RUSSIA

Cpm regge l’onda d’urto della crisi ucraina

«Il pessimismo era infondato»: così Christian Kasch, direttore della fiera Cpm di Mosca, ha dichiarato al termine dell’edizione conclusasi sabato scorso, 6 settembre, nella capitale russa.

 

Il più importante salone della moda nell’Europa orientale ha ribadito il suo ruolo, nonostante i problemi geo-politici che attanagliano il Paese, e già si guarda alla prossima tornata, fissata dal 24 al 27 febbraio 2015.

 

Il bilancio è stato di 18.500 visitatori, in calo del 4%. I buyer sono arrivati da 38 nazioni e gli espositori in generale si sono detti mediamente soddisfatti degli ordini scritti durante la quattro giorni di lavoro in fiera.

 

«Per noi era fondamentale che anche questa edizione di Cpm servisse alle aziende e ai compratori per rafforzare le relazioni commerciali in essere e creare nuovi contatti - ha affermato Christian Kasch -. Siamo riusciti nel nostro intento e abbiamo inviato un segnale importante per i prossimi appuntamenti».

 

Networking, informazione e scambio di esperienze sono stati i punti salienti della manifestazione.
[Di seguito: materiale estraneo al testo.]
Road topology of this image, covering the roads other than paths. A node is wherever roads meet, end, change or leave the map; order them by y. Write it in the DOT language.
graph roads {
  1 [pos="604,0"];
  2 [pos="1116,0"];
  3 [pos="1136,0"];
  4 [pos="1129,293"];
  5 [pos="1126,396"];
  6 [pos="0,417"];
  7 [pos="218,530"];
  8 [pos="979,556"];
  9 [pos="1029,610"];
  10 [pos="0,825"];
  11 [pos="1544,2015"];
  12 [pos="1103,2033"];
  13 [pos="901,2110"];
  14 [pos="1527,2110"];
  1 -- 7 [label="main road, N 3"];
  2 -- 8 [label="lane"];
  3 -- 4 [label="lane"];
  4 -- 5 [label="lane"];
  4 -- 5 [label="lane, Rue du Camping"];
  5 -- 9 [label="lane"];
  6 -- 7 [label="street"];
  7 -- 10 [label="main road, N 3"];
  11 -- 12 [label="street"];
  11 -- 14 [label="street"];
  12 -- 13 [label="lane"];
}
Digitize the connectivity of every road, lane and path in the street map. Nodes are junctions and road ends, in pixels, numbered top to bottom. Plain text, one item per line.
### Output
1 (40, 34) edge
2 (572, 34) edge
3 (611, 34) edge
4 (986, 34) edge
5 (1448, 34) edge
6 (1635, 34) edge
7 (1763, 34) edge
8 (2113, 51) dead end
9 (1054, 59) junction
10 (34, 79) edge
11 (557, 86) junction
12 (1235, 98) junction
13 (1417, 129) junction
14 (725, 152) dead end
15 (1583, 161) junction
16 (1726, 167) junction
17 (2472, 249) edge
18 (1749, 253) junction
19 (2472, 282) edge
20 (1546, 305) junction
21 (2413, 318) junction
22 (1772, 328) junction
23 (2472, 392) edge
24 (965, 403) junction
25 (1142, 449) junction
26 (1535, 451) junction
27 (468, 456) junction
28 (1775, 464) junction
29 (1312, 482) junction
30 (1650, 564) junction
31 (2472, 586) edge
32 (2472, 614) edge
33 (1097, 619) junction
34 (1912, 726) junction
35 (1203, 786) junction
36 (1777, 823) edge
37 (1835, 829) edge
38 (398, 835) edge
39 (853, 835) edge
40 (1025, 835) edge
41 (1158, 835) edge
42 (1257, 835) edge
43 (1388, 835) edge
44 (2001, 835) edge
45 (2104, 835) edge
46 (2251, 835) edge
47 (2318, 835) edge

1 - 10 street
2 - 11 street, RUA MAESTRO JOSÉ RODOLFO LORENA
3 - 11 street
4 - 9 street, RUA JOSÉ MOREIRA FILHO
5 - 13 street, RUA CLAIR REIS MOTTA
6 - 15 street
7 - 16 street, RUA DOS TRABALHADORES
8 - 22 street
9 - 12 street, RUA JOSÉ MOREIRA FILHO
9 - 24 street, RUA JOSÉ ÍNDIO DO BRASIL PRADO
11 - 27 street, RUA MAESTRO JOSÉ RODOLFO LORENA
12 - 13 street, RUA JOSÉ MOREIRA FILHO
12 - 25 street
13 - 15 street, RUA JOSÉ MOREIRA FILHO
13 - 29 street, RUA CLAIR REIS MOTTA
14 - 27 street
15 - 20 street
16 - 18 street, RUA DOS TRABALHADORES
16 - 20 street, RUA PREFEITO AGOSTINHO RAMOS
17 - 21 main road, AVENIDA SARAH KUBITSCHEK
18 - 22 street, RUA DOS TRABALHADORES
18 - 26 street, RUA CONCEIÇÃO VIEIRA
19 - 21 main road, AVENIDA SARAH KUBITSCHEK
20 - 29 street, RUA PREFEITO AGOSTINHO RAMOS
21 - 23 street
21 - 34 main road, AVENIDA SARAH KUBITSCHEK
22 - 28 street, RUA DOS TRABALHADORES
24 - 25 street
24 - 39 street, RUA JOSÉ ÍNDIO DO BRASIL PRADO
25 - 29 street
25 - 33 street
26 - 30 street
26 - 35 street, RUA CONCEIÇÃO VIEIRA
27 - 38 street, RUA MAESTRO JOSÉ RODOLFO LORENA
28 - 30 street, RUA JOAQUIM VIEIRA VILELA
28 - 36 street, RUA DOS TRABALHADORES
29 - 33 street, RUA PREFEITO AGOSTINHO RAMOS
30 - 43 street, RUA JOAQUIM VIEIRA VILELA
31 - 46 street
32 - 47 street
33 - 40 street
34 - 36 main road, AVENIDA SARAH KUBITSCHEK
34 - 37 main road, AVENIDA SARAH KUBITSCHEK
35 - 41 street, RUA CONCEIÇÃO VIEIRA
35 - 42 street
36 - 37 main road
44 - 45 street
I seminari del Russian Fashion Retail Forum hanno visto il tutto esaurito. Sono state comunicate da Eurovet le novità che riguarderanno la sezione Body & Beach, in seguito alla partnership siglata dagli organizzatori di Cpm con la società leader a livello intrenazionale nei saloni di intimo e mare. Un buon riscontro hanno avuto le sfilate, sia singole sia collettive, così come la Fashion Night, il get-together degli addetti ai lavori della moda.

 

In primo piano anche lo show di costumi da bagno “Light Blue”, organizzato dal gruppo italiano Intimagroup e la sfilata degli stilisti coreani Chez Heezin, Jaewoo Kim e Soulpot Studio, che per la prima volta presentavano le loro creazioni nell’Europa orientale. Il mercato russo è in fase di grande cambiamento: non a caso, al salone hanno esposto per la prima volta 25 nuovi produttori locali.

 


Ente Moda Italia ha promosso, anche a questa edizione, l’area speciale “Italian Fashion” con 283 brand italiani protagonisti e le loro nuove collezioni di abbigliamento e accessori uomo, donna, bambino, intimo e beachwear per la primavera-estate 2015, su superficie espositiva di oltre 13mila metri quadri.

 

«Nei quattro giorni di Cpm le nostre aziende hanno incontrato tutti i loro buyer di riferimento - ha dichiarato Antonio Gavazzeni, presidente di Emi -. I retailer hanno apprezzato le nuove collezioni e al tempo stesso dimostrato fiducia rispetto all’evoluzione dello scenario e dei rapporti commerciali tra Russia, Italia e resto del mondo. Le nostre realtà sono tra le più apprezzate dagli operatori del salone».

 

«È proprio nei momenti di incertezza come questo - ha aggiunto Alberto Scaccioni, amministratore delegato di Emi - che diventa ancora più importante inviare un segnale di commitment ai buyer locali, alimentando un rapporto di fiducia anche in vista di un auspicabile miglioramento delle condizioni politiche e commerciali. La presenza italiana a questa edizione è stata all’insegna di un percorso espositivo più razionale e agevole, grazie all'integrazione delle collezioni italiane di denim - in precedenza in una sezione separata - nell'area speciale “Italian Fashion”».